The new law to take effect January 10, 2014 is called the Qualified Mortgage.
Years ago when the government loosened the lending guidelines causing the 2008 mortgage meltdown, they now making rules to tighten the reins on the lending industry. ,
They decided that lending institutions should limit the debt to income ratios on loans backed by Fannie Mae and Freddie Mac from 50% to 43%. What does that mean to you?
It means that if someone is currently looking for a home under the old guidelines, and they had high debt ratios, they will now need to come down on the price range.
For example, a couple who’s making $100,000 and qualified for a $400,000 loan with a 50% debt to income ratio, may now only qualify for a $300,000 loan with a 43% debt to income ratio.
Beware! If you are accepting offers in the next few weeks, you should also check the buyer’s loan approval date. Under the new law, they may no longer qualify.

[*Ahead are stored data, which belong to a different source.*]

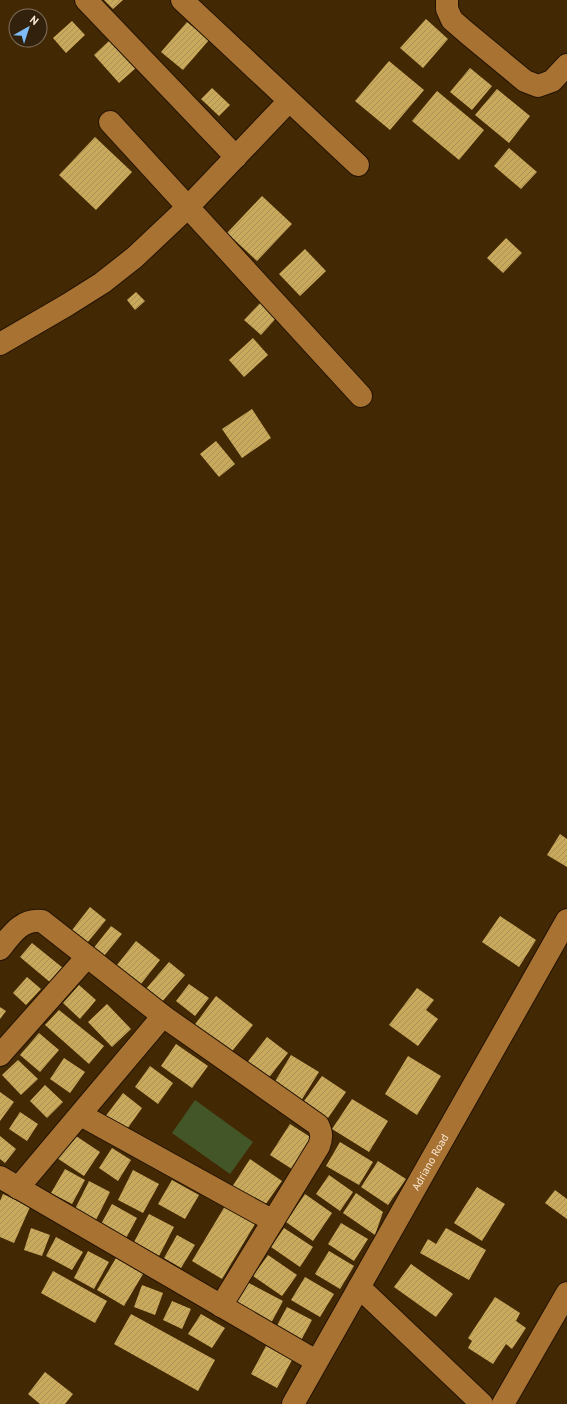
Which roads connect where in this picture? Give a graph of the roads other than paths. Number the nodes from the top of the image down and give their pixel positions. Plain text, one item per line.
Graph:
1 (86, 0) edge
2 (182, 0) edge
3 (447, 0) edge
4 (567, 66) edge
5 (289, 101) junction
6 (110, 122) dead end
7 (236, 157) junction
8 (358, 165) dead end
9 (188, 207) junction
10 (0, 344) edge
11 (361, 396) dead end
12 (567, 920) edge
13 (0, 948) edge
14 (87, 957) junction
15 (163, 1016) junction
16 (0, 1055) edge
17 (81, 1115) junction
18 (0, 1177) edge
19 (18, 1188) junction
20 (273, 1221) junction
21 (359, 1287) junction
22 (567, 1293) edge
23 (221, 1306) junction
24 (316, 1361) junction
25 (293, 1404) edge
26 (482, 1404) edge
27 (503, 1404) edge

1 - 7 street
2 - 5 street
3 - 4 street
5 - 7 street
5 - 8 street
6 - 9 street
7 - 9 street
9 - 10 street
9 - 11 street
12 - 21 street, Adriano Road
13 - 14 street
14 - 15 street
14 - 16 street
15 - 17 street
15 - 20 street
17 - 19 street
17 - 20 street
18 - 19 street
19 - 23 street
20 - 23 street
21 - 24 street, Adriano Road
21 - 26 street
22 - 27 street
23 - 24 street
24 - 25 street, Adriano Road

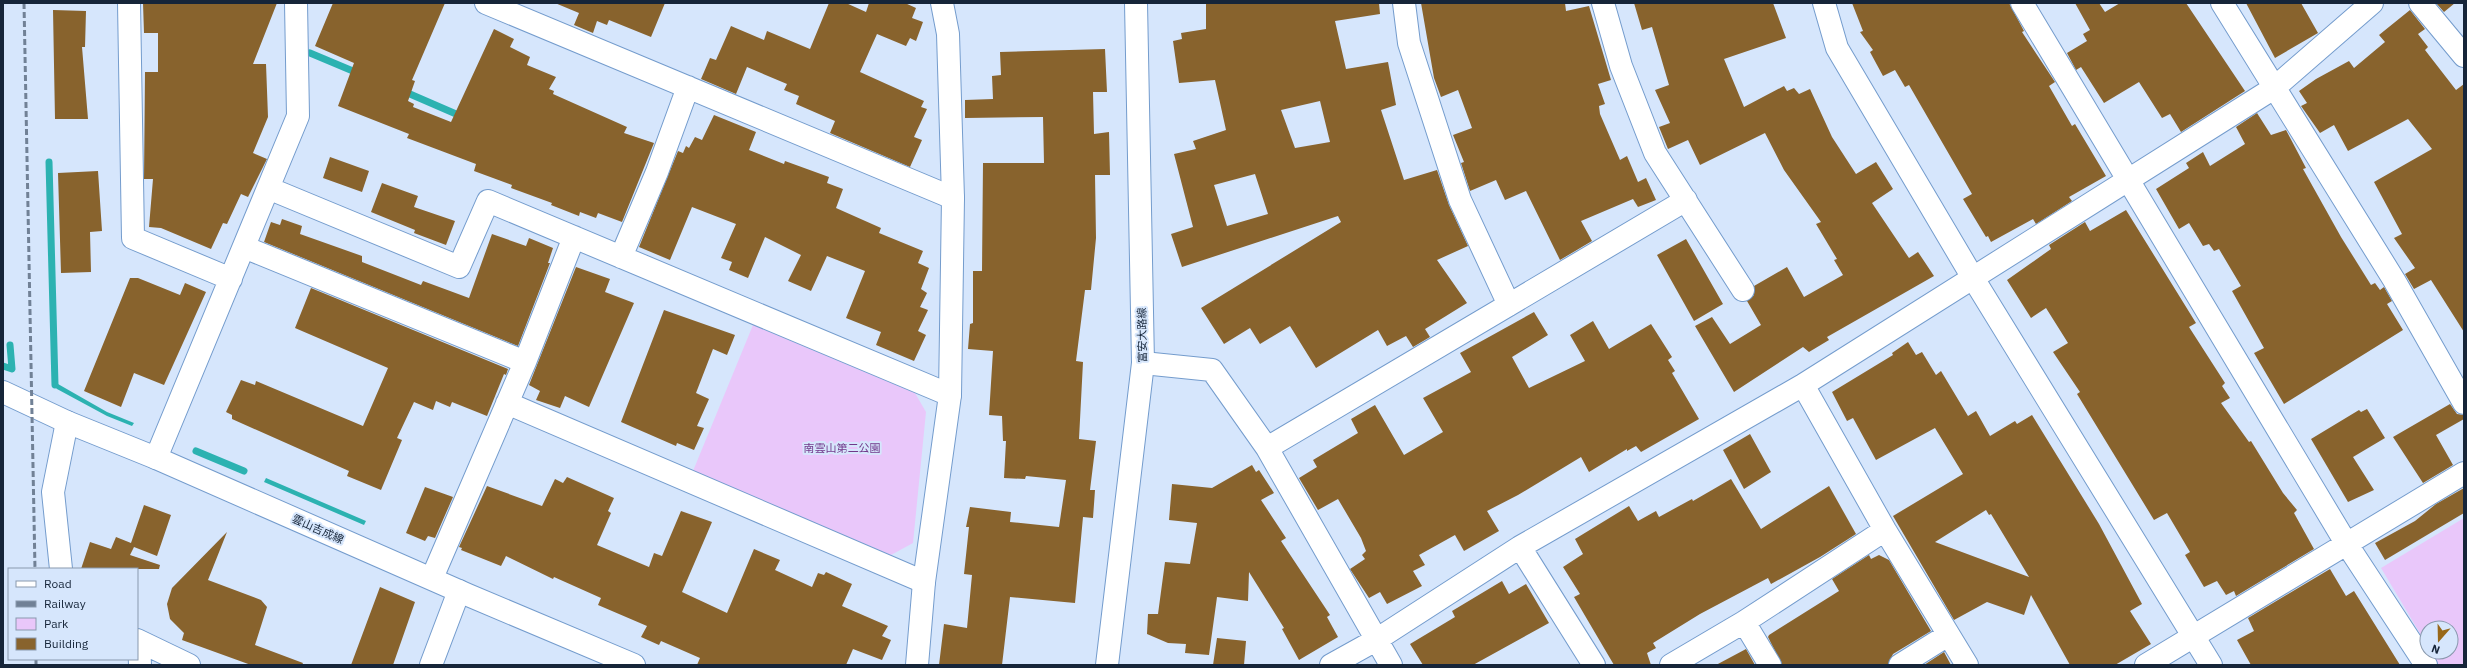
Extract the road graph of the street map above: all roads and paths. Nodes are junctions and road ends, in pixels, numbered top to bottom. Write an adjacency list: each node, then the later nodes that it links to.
1 (129, 3): 24 (street)
2 (296, 3): 17 (street)
3 (486, 3): 14 (street)
4 (942, 3): 18 (street)
5 (1136, 3): 28 (street, 富安大路線)
6 (1404, 3): 26 (street)
7 (1603, 3): 19 (street)
8 (1824, 3): 23 (street)
9 (2022, 3): 16 (street)
10 (2222, 3): 15 (street)
11 (2372, 3): 15 (street)
12 (2420, 3): 13 (street)
13 (2464, 56)
14 (688, 87): 18 (street); 22 (street)
15 (2274, 88): 16 (street); 33 (street)
16 (2128, 180): 23 (street); 39 (street)
17 (268, 188): 20 (street); 21 (street)
18 (953, 198): 31 (street)
19 (1686, 200): 25 (street); 26 (street)
20 (574, 237): 22 (street); 27 (street)
21 (244, 246): 24 (street); 27 (street)
22 (621, 257): 31 (street)
23 (1973, 278): 29 (street); 47 (street)
24 (231, 279): 36 (street)
25 (1743, 290)
26 (1509, 305): 35 (street)
27 (525, 362): 32 (street)
28 (1143, 363): 35 (street); 55 (street, 富安大路線)
29 (1803, 385): 38 (street); 40 (street)
30 (3, 392): 34 (street, 雲山吉成線)
31 (950, 395): 43 (street)
32 (507, 403): 42 (street); 43 (street)
33 (2464, 403)
34 (67, 422): 36 (street, 雲山吉成線); 41 (street)
35 (1267, 448): 48 (street)
36 (156, 458): 42 (street, 雲山吉成線)
37 (2464, 473): 39 (street)
38 (1885, 530): 45 (street); 46 (street)
39 (2346, 543): 47 (street); 65 (street)
40 (1520, 547): 48 (street); 58 (street)
41 (61, 568)
42 (432, 578): 44 (street, 雲山吉成線)
43 (924, 582): 54 (street)
44 (459, 591): 52 (street); 53 (street, 雲山吉成線)
45 (1744, 622): 59 (street); 60 (street)
46 (1948, 635): 61 (street); 62 (street)
47 (2194, 636): 63 (street); 64 (street)
48 (1376, 640): 56 (street); 57 (street)
49 (138, 641): 50 (street); 51 (street)
50 (140, 665)
51 (189, 665)
52 (430, 665)
53 (634, 665)
54 (917, 665)
55 (1107, 665)
56 (1331, 665)
57 (1391, 665)
58 (1594, 665)
59 (1671, 665)
60 (1770, 665)
61 (1900, 665)
62 (1967, 665)
63 (2146, 665)
64 (2211, 665)
65 (2426, 665)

There are other parts of the law which are good– a lower % late fee on Fannie Mae and Freddie Mac loans, no more demand fees, and a few other obscure things.
Stay tuned for more on the QM as the mortgage industry figures out what the implementation will look like.
Rates jumped up this week on better economic news. While we like to see more production, more people employed etc…, this good news may mean the Fed doesn’t need to continue their quantitative easing of rates. So watch out! The beach ball will pop out of the water the minute the pressure is over. Not good!